- _PROBLEM_
Each line of data below must be printed exactly as written, with any pictures removed.

- _Recorded data_
* * *

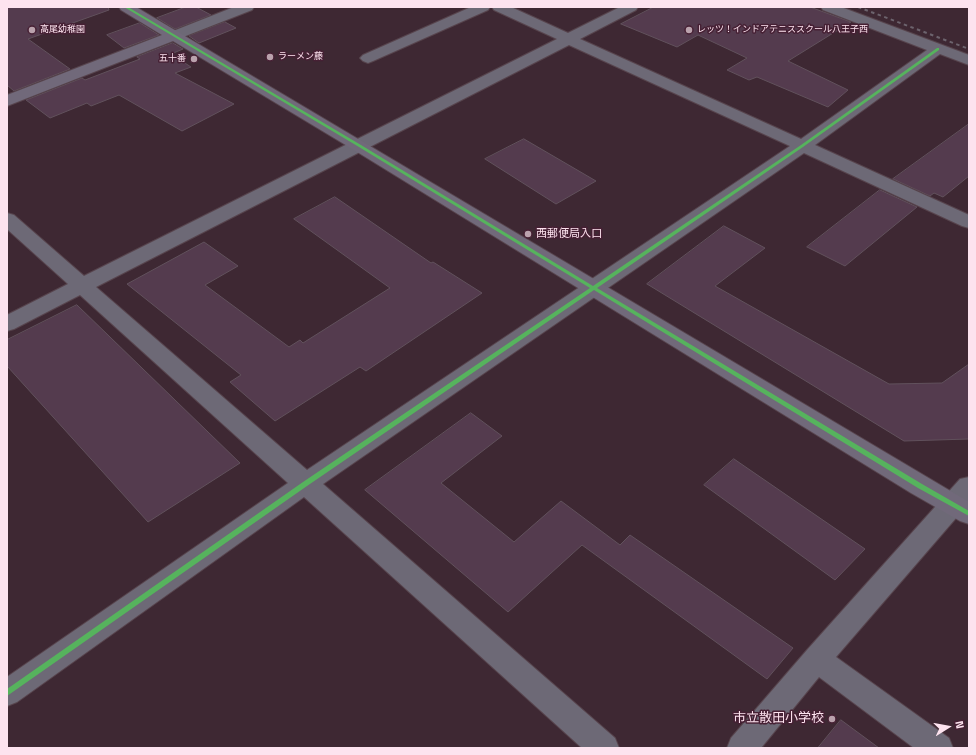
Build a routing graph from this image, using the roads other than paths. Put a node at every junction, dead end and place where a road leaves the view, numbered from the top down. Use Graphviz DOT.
graph roads {
  1 [pos="126,7"];
  2 [pos="247,7"];
  3 [pos="482,7"];
  4 [pos="499,7"];
  5 [pos="632,7"];
  6 [pos="828,7"];
  7 [pos="173,36"];
  8 [pos="569,39"];
  9 [pos="938,49"];
  10 [pos="368,58"];
  11 [pos="969,60"];
  12 [pos="7,102"];
  13 [pos="360,146"];
  14 [pos="802,146"];
  15 [pos="7,219"];
  16 [pos="969,222"];
  17 [pos="83,286"];
  18 [pos="592,287"];
  19 [pos="7,324"];
  20 [pos="305,484"];
  21 [pos="964,502"];
  22 [pos="817,659"];
  23 [pos="7,694"];
  24 [pos="604,748"];
  25 [pos="742,748"];
  26 [pos="938,748"];
  1 -- 7 [label="street"];
  2 -- 7 [label="street"];
  3 -- 10 [label="street"];
  4 -- 8 [label="street"];
  5 -- 8 [label="street"];
  6 -- 9 [label="street"];
  7 -- 12 [label="street"];
  7 -- 13 [label="street"];
  8 -- 13 [label="street"];
  8 -- 14 [label="street"];
  9 -- 11 [label="street"];
  9 -- 14 [label="street"];
  13 -- 17 [label="street"];
  13 -- 18 [label="street"];
  14 -- 16 [label="street"];
  14 -- 18 [label="street"];
  15 -- 17 [label="street"];
  17 -- 19 [label="street"];
  17 -- 20 [label="street"];
  18 -- 20 [label="street"];
  18 -- 21 [label="street"];
  20 -- 23 [label="street"];
  20 -- 24 [label="street"];
  21 -- 22 [label="street"];
  22 -- 25 [label="street"];
  22 -- 26 [label="street"];
}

* * *

- _ANSWER SPACE_
Build a routing graph from this image, using the roads other than paths. Put a node at every junction, dead end and place where a road leaves the view, numbered from the top down. Use Graphviz DOT.
graph roads {
  1 [pos="126,7"];
  2 [pos="247,7"];
  3 [pos="482,7"];
  4 [pos="499,7"];
  5 [pos="632,7"];
  6 [pos="828,7"];
  7 [pos="173,36"];
  8 [pos="569,39"];
  9 [pos="938,49"];
  10 [pos="368,58"];
  11 [pos="969,60"];
  12 [pos="7,102"];
  13 [pos="360,146"];
  14 [pos="802,146"];
  15 [pos="7,219"];
  16 [pos="969,222"];
  17 [pos="83,286"];
  18 [pos="592,287"];
  19 [pos="7,324"];
  20 [pos="305,484"];
  21 [pos="964,502"];
  22 [pos="817,659"];
  23 [pos="7,694"];
  24 [pos="604,748"];
  25 [pos="742,748"];
  26 [pos="938,748"];
  1 -- 7 [label="street"];
  2 -- 7 [label="street"];
  3 -- 10 [label="street"];
  4 -- 8 [label="street"];
  5 -- 8 [label="street"];
  6 -- 9 [label="street"];
  7 -- 12 [label="street"];
  7 -- 13 [label="street"];
  8 -- 13 [label="street"];
  8 -- 14 [label="street"];
  9 -- 11 [label="street"];
  9 -- 14 [label="street"];
  13 -- 17 [label="street"];
  13 -- 18 [label="street"];
  14 -- 16 [label="street"];
  14 -- 18 [label="street"];
  15 -- 17 [label="street"];
  17 -- 19 [label="street"];
  17 -- 20 [label="street"];
  18 -- 20 [label="street"];
  18 -- 21 [label="street"];
  20 -- 23 [label="street"];
  20 -- 24 [label="street"];
  21 -- 22 [label="street"];
  22 -- 25 [label="street"];
  22 -- 26 [label="street"];
}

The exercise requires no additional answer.